◆ INFORMATION SUPPLIED

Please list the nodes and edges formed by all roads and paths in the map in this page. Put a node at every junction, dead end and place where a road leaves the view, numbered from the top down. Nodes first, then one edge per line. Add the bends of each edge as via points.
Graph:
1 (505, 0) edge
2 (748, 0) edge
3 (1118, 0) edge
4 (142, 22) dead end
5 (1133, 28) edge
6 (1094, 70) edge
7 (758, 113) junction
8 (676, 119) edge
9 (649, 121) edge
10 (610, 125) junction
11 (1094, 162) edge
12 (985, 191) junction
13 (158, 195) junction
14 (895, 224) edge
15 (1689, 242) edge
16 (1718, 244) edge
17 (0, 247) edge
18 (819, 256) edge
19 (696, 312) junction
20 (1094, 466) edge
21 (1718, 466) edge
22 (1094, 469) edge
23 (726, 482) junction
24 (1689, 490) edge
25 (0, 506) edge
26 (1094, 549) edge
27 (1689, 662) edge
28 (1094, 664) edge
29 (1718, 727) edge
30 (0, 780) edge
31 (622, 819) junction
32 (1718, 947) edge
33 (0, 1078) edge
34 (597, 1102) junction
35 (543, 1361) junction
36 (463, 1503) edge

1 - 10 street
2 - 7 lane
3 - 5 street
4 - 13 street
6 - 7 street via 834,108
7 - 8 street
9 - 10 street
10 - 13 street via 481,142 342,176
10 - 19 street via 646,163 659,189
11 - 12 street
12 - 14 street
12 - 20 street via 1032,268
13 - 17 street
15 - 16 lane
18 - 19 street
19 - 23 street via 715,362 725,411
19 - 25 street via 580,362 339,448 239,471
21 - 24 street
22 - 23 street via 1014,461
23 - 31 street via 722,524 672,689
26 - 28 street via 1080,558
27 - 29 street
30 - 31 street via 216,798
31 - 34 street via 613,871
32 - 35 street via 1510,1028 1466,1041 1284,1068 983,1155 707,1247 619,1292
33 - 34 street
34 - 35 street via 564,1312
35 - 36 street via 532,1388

◆ PROBLEM DETAILS
Please repeat the entries above exactly as they read.

◆ EXPECTED OUTPUT
Please list the nodes and edges formed by all roads and paths in the map in this page. Put a node at every junction, dead end and place where a road leaves the view, numbered from the top down. Nodes first, then one edge per line. Add the bends of each edge as via points.
Graph:
1 (505, 0) edge
2 (748, 0) edge
3 (1118, 0) edge
4 (142, 22) dead end
5 (1133, 28) edge
6 (1094, 70) edge
7 (758, 113) junction
8 (676, 119) edge
9 (649, 121) edge
10 (610, 125) junction
11 (1094, 162) edge
12 (985, 191) junction
13 (158, 195) junction
14 (895, 224) edge
15 (1689, 242) edge
16 (1718, 244) edge
17 (0, 247) edge
18 (819, 256) edge
19 (696, 312) junction
20 (1094, 466) edge
21 (1718, 466) edge
22 (1094, 469) edge
23 (726, 482) junction
24 (1689, 490) edge
25 (0, 506) edge
26 (1094, 549) edge
27 (1689, 662) edge
28 (1094, 664) edge
29 (1718, 727) edge
30 (0, 780) edge
31 (622, 819) junction
32 (1718, 947) edge
33 (0, 1078) edge
34 (597, 1102) junction
35 (543, 1361) junction
36 (463, 1503) edge

1 - 10 street
2 - 7 lane
3 - 5 street
4 - 13 street
6 - 7 street via 834,108
7 - 8 street
9 - 10 street
10 - 13 street via 481,142 342,176
10 - 19 street via 646,163 659,189
11 - 12 street
12 - 14 street
12 - 20 street via 1032,268
13 - 17 street
15 - 16 lane
18 - 19 street
19 - 23 street via 715,362 725,411
19 - 25 street via 580,362 339,448 239,471
21 - 24 street
22 - 23 street via 1014,461
23 - 31 street via 722,524 672,689
26 - 28 street via 1080,558
27 - 29 street
30 - 31 street via 216,798
31 - 34 street via 613,871
32 - 35 street via 1510,1028 1466,1041 1284,1068 983,1155 707,1247 619,1292
33 - 34 street
34 - 35 street via 564,1312
35 - 36 street via 532,1388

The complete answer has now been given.